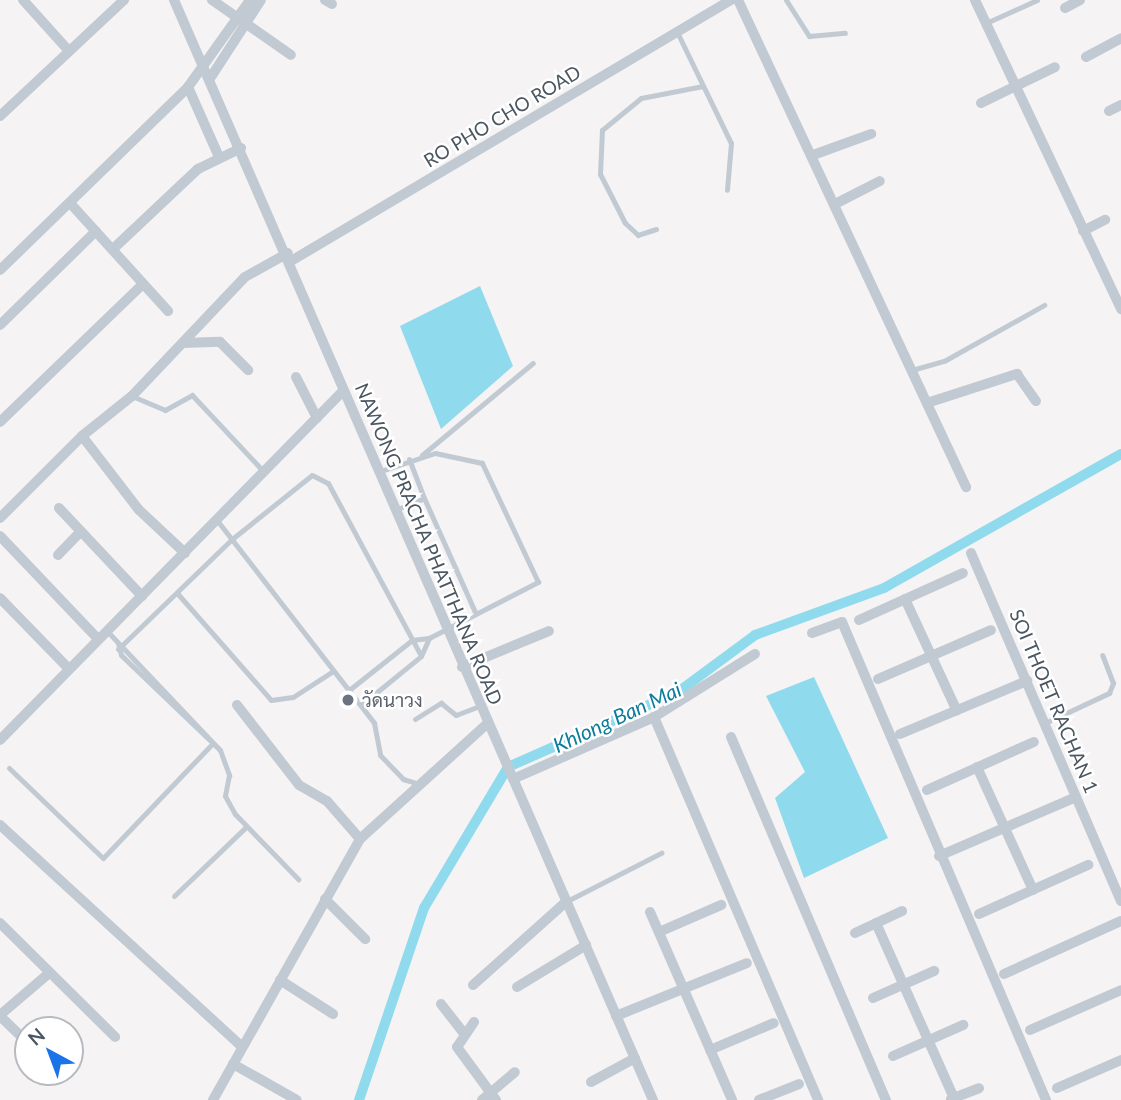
<!DOCTYPE html>
<html>
<head>
<meta charset="utf-8">
<style>
	body { margin:0 }
	#map { position:relative; width:1121px; height:1100px; overflow:hidden; background:#f5f3f3; font-family:Lato,Sarabun,sans-serif }
	div>[style] { position:absolute }
	.water>* { inset:0; background:#90daee }
	.canal>* { height:10px; margin:-5px; padding:0 5px; transform-origin:5px; border-radius:5px; background:#90daee }
	.lane>* { height:5px; margin:-2.5px; padding:0 2.5px; transform-origin:2.5px; border-radius:2.5px; background:#c1cad2 }
	.street>* { height:10px; margin:-5px; padding:0 5px; transform-origin:5px; border-radius:5px; background:#c1cad2 }
	.dots>* { width:19px; height:19px; translate:-50% -50%; box-sizing:border-box; border:4px solid #fff; border-radius:50% }
	span { translate:-50% -50%; white-space:nowrap; text-align:center; line-height:1.15; -webkit-text-stroke:5px #fff; paint-order:stroke }
	.street-label { font-size:19px; color:#4a5661 }
	.worship-label { font-size:19px; color:#5b616d }
	.left { translate:0 -50%; text-align:left }
	.water-label { font-size:21px; color:#0c7c9b; font-style:italic }
	.north { position:absolute; left:14px; top:1016px; width:70px; height:70px; box-sizing:border-box; background:#fff; border:2px solid #b7bbc0; border-radius:50%; rotate:319deg; font-size:19px; font-weight:700; line-height:28px; text-align:center; color:#4a5661 }
	.north::after { content:''; display:block; margin:auto; width:24px; height:32px; background:#1a73e8; clip-path:polygon(50% 0,100% 100%,50% 72%,0 100%) }
</style>
</head>
<body>
<div id="map">
	<div class="water">
		<div style="clip-path:polygon(480px 286px,513px 366px,441px 429px,400px 326px)"></div>
		<div style="clip-path:polygon(814px 677px,888px 838px,804px 878px,775px 798px,805px 772px,766px 696px)"></div>
	</div>
	<div class="canal">
		<div style="left:359px;top:1100px;width:203px;rotate:-71.3deg"></div>
		<div style="left:424px;top:908px;width:164px;rotate:-59.2deg"></div>
		<div style="left:508px;top:767px;width:186px;rotate:-23.8deg"></div>
		<div style="left:678px;top:692px;width:96px;rotate:-36.5deg"></div>
		<div style="left:755px;top:635px;width:137px;rotate:-20deg"></div>
		<div style="left:884px;top:588px;width:272px;rotate:-29.5deg"></div>
	</div>
	<div class="lane">
		<div style="left:786px;top:0;width:43px;rotate:57.4deg"></div>
		<div style="left:809px;top:36px;width:36px;rotate:-5deg"></div>
		<div style="left:986px;top:23px;width:56px;rotate:-24.3deg"></div>
		<div style="left:677px;top:32px;width:123px;rotate:64.1deg"></div>
		<div style="left:731px;top:143px;width:47px;rotate:94.9deg"></div>
		<div style="left:656px;top:229px;width:19px;rotate:162deg"></div>
		<div style="left:638px;top:235px;width:18px;rotate:-137deg"></div>
		<div style="left:625px;top:223px;width:55px;rotate:-117deg"></div>
		<div style="left:600px;top:174px;width:44px;rotate:-87.4deg"></div>
		<div style="left:602px;top:130px;width:50px;rotate:-39.4deg"></div>
		<div style="left:641px;top:98px;width:63px;rotate:-11deg"></div>
		<div style="left:912px;top:370px;width:33px;rotate:-16deg"></div>
		<div style="left:944px;top:361px;width:115px;rotate:-29.2deg"></div>
		<div style="left:132px;top:396px;width:36px;rotate:23deg"></div>
		<div style="left:165px;top:410px;width:31px;rotate:-29deg"></div>
		<div style="left:192px;top:395px;width:105px;rotate:46.9deg"></div>
		<div style="left:422px;top:455px;width:144px;rotate:-39.7deg"></div>
		<div style="left:409px;top:459px;width:42px;rotate:69deg"></div>
		<div style="left:395px;top:510px;width:31px;rotate:-22deg"></div>
		<div style="left:424px;top:498px;width:125px;rotate:65.9deg"></div>
		<div style="left:216px;top:519px;width:258px;rotate:52.2deg"></div>
		<div style="left:374px;top:723px;width:33px;rotate:79deg"></div>
		<div style="left:380px;top:755px;width:33px;rotate:46deg"></div>
		<div style="left:403px;top:779px;width:14px;rotate:17deg"></div>
		<div style="left:177px;top:593px;width:142px;rotate:48.7deg"></div>
		<div style="left:271px;top:700px;width:22px;rotate:-8deg"></div>
		<div style="left:293px;top:697px;width:48px;rotate:-33deg"></div>
		<div style="left:107px;top:631px;width:164px;rotate:46.5deg"></div>
		<div style="left:220px;top:750px;width:137px;rotate:-136.2deg"></div>
		<div style="left:121px;top:655px;width:12px;rotate:-104deg"></div>
		<div style="left:118px;top:649px;width:158px;rotate:-44deg"></div>
		<div style="left:232px;top:539px;width:102px;rotate:-38.7deg"></div>
		<div style="left:312px;top:475px;width:18px;rotate:27deg"></div>
		<div style="left:328px;top:483px;width:196px;rotate:61.7deg"></div>
		<div style="left:349px;top:690px;width:80px;rotate:-38.4deg"></div>
		<div style="left:412px;top:640px;width:17px;rotate:-7deg"></div>
		<div style="left:429px;top:638px;width:123px;rotate:-27.2deg"></div>
		<div style="left:538px;top:582px;width:132px;rotate:-115.2deg"></div>
		<div style="left:482px;top:463px;width:48px;rotate:-168deg"></div>
		<div style="left:435px;top:453px;width:60px;rotate:161.6deg"></div>
		<div style="left:361px;top:705px;width:77px;rotate:-39.2deg"></div>
		<div style="left:421px;top:656px;width:20px;rotate:-66deg"></div>
		<div style="left:415px;top:719px;width:31px;rotate:-32deg"></div>
		<div style="left:441px;top:703px;width:19px;rotate:39deg"></div>
		<div style="left:456px;top:715px;width:25px;rotate:-21deg"></div>
		<div style="left:1045px;top:723px;width:71px;rotate:-25.1deg"></div>
		<div style="left:1109px;top:693px;width:11px;rotate:-68deg"></div>
		<div style="left:1113px;top:683px;width:30px;rotate:-111deg"></div>
		<div style="left:220px;top:750px;width:27px;rotate:70deg"></div>
		<div style="left:229px;top:775px;width:21px;rotate:101deg"></div>
		<div style="left:225px;top:796px;width:21px;rotate:61deg"></div>
		<div style="left:235px;top:814px;width:91px;rotate:45.9deg"></div>
		<div style="left:9px;top:768px;width:130px;rotate:43.8deg"></div>
		<div style="left:103px;top:858px;width:155px;rotate:-46.3deg"></div>
		<div style="left:174px;top:896px;width:98px;rotate:-43.8deg"></div>
		<div style="left:567px;top:901px;width:106px;rotate:-27.1deg"></div>
	</div>
	<div class="street">
		<div style="left:23px;top:0;width:69px;rotate:48deg"></div>
		<div style="left:174px;top:0;width:1200px;rotate:66.47deg"></div>
		<div style="left:212px;top:0;width:96px;rotate:34.8deg"></div>
		<div style="left:325px;top:0;width:8px;rotate:30deg"></div>
		<div style="left:738px;top:0;width:538px;rotate:64.91deg"></div>
		<div style="left:975px;top:0;width:342px;rotate:64.7deg"></div>
		<div style="left:1065px;top:8px;width:17px;rotate:-28deg"></div>
		<div style="left:1086px;top:57px;width:40px;rotate:-28deg"></div>
		<div style="left:209px;top:80px;width:95px;rotate:-57deg"></div>
		<div style="left:188px;top:87px;width:77px;rotate:66.1deg"></div>
		<div style="left:981px;top:103px;width:82px;rotate:-25.9deg"></div>
		<div style="left:1109px;top:111px;width:13px;rotate:-27deg"></div>
		<div style="left:0;top:116px;width:170px;rotate:-43.1deg"></div>
		<div style="left:813px;top:155px;width:62px;rotate:-19.9deg"></div>
		<div style="left:70px;top:203px;width:146px;rotate:47.8deg"></div>
		<div style="left:837px;top:203px;width:48px;rotate:-27.1deg"></div>
		<div style="left:1083px;top:231px;width:25px;rotate:-27deg"></div>
		<div style="left:113px;top:249px;width:117px;rotate:-43.3deg"></div>
		<div style="left:198px;top:169px;width:48px;rotate:-26deg"></div>
		<div style="left:291px;top:261px;width:512px;rotate:-30.68deg"></div>
		<div style="left:0;top:270px;width:262px;rotate:-44.2deg"></div>
		<div style="left:188px;top:87px;width:107px;rotate:-54.5deg"></div>
		<div style="left:0;top:325px;width:134px;rotate:-44.4deg"></div>
		<div style="left:183px;top:343px;width:37px;rotate:-2deg"></div>
		<div style="left:220px;top:342px;width:40px;rotate:45deg"></div>
		<div style="left:296px;top:377px;width:46px;rotate:62.9deg"></div>
		<div style="left:927px;top:403px;width:95px;rotate:-17.9deg"></div>
		<div style="left:1017px;top:374px;width:33px;rotate:55deg"></div>
		<div style="left:0;top:422px;width:199px;rotate:-44deg"></div>
		<div style="left:59px;top:508px;width:121px;rotate:46.7deg"></div>
		<div style="left:0;top:518px;width:116px;rotate:-45deg"></div>
		<div style="left:0;top:536px;width:142px;rotate:46.4deg"></div>
		<div style="left:185px;top:553px;width:63px;rotate:-136.9deg"></div>
		<div style="left:139px;top:510px;width:93px;rotate:-127.6deg"></div>
		<div style="left:82px;top:436px;width:64px;rotate:-38.7deg"></div>
		<div style="left:132px;top:396px;width:164px;rotate:-46.5deg"></div>
		<div style="left:245px;top:277px;width:49px;rotate:-29.2deg"></div>
		<div style="left:971px;top:553px;width:379px;rotate:66.7deg"></div>
		<div style="left:58px;top:555px;width:33px;rotate:-46deg"></div>
		<div style="left:0;top:598px;width:98px;rotate:45.8deg"></div>
		<div style="left:905px;top:599px;width:123px;rotate:65.1deg"></div>
		<div style="left:859px;top:620px;width:114px;rotate:-24.3deg"></div>
		<div style="left:812px;top:633px;width:32px;rotate:-20deg"></div>
		<div style="left:842px;top:622px;width:520px;rotate:66.89deg"></div>
		<div style="left:462px;top:667px;width:94px;rotate:-22.5deg"></div>
		<div style="left:878px;top:679px;width:123px;rotate:-23.4deg"></div>
		<div style="left:237px;top:705px;width:101px;rotate:52.2deg"></div>
		<div style="left:299px;top:785px;width:32px;rotate:30deg"></div>
		<div style="left:327px;top:801px;width:50px;rotate:49deg"></div>
		<div style="left:654px;top:717px;width:417px;rotate:66.8deg"></div>
		<div style="left:900px;top:734px;width:138px;rotate:-22.7deg"></div>
		<div style="left:731px;top:737px;width:395px;rotate:66.9deg"></div>
		<div style="left:0;top:740px;width:489px;rotate:-45.5deg"></div>
		<div style="left:977px;top:767px;width:135px;rotate:65.5deg"></div>
		<div style="left:513px;top:779px;width:154px;rotate:-23.7deg"></div>
		<div style="left:654px;top:717px;width:119px;rotate:-32deg"></div>
		<div style="left:927px;top:790px;width:117px;rotate:-24.2deg"></div>
		<div style="left:0;top:825px;width:328px;rotate:42.5deg"></div>
		<div style="left:939px;top:856px;width:149px;rotate:-23.3deg"></div>
		<div style="left:325px;top:899px;width:57px;rotate:45deg"></div>
		<div style="left:650px;top:912px;width:205px;rotate:66.4deg"></div>
		<div style="left:979px;top:914px;width:120px;rotate:-24.2deg"></div>
		<div style="left:0;top:923px;width:162px;rotate:44.7deg"></div>
		<div style="left:876px;top:923px;width:192px;rotate:66deg"></div>
		<div style="left:659px;top:932px;width:68px;rotate:-23.5deg"></div>
		<div style="left:855px;top:933px;width:52px;rotate:-25.1deg"></div>
		<div style="left:1004px;top:974px;width:128px;rotate:-24.4deg"></div>
		<div style="left:280px;top:980px;width:63px;rotate:32.7deg"></div>
		<div style="left:473px;top:985px;width:126px;rotate:-41.8deg"></div>
		<div style="left:517px;top:987px;width:81px;rotate:-31.3deg"></div>
		<div style="left:873px;top:998px;width:67px;rotate:-23.9deg"></div>
		<div style="left:441px;top:1004px;width:36px;rotate:52deg"></div>
		<div style="left:0;top:1015px;width:63px;rotate:-40.5deg"></div>
		<div style="left:0;top:1016px;width:39px;rotate:44deg"></div>
		<div style="left:616px;top:1016px;width:141px;rotate:-22deg"></div>
		<div style="left:474px;top:1022px;width:30px;rotate:124deg"></div>
		<div style="left:457px;top:1047px;width:66px;rotate:53.7deg"></div>
		<div style="left:1030px;top:1030px;width:99px;rotate:-23.7deg"></div>
		<div style="left:710px;top:1050px;width:69px;rotate:-22.9deg"></div>
		<div style="left:893px;top:1056px;width:77px;rotate:-23.9deg"></div>
		<div style="left:233px;top:1064px;width:73px;rotate:29.4deg"></div>
		<div style="left:591px;top:1082px;width:50px;rotate:-28.6deg"></div>
		<div style="left:1057px;top:1088px;width:70px;rotate:-23.6deg"></div>
		<div style="left:951px;top:1099px;width:30px;rotate:-21deg"></div>
		<div style="left:213px;top:1100px;width:300px;rotate:-60.6deg"></div>
		<div style="left:360px;top:839px;width:171px;rotate:-42.2deg"></div>
		<div style="left:482px;top:1100px;width:43px;rotate:-40.3deg"></div>
		<div style="left:759px;top:1100px;width:43px;rotate:-21.8deg"></div>
	</div>
	<div class="dots">
		<div style="left:348px;top:700px;background:#6b7280"></div>
	</div>
	<div class="street-label">
		<span style="left:502px;top:116px;rotate:-31deg">RO PHO CHO ROAD</span>
		<span style="left:429px;top:544px;rotate:67deg">NAWONG PRACHA PHATTHANA ROAD</span>
		<span style="left:1054px;top:701px;rotate:67deg">SOI THOET RACHAN 1</span>
	</div>
	<div class="worship-label">
		<span class="left" style="left:362px;top:700px">วัดนาวง</span>
	</div>
	<div class="water-label">
		<span style="left:617px;top:717px;rotate:-25deg">Khlong Ban Mai</span>
	</div>
	<div class="north">N</div>
</div>
</body>
</html>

Exercise brief ->
Matching lines for the string "dots": count them across the listing and reply with the number alone.

The answer ->
2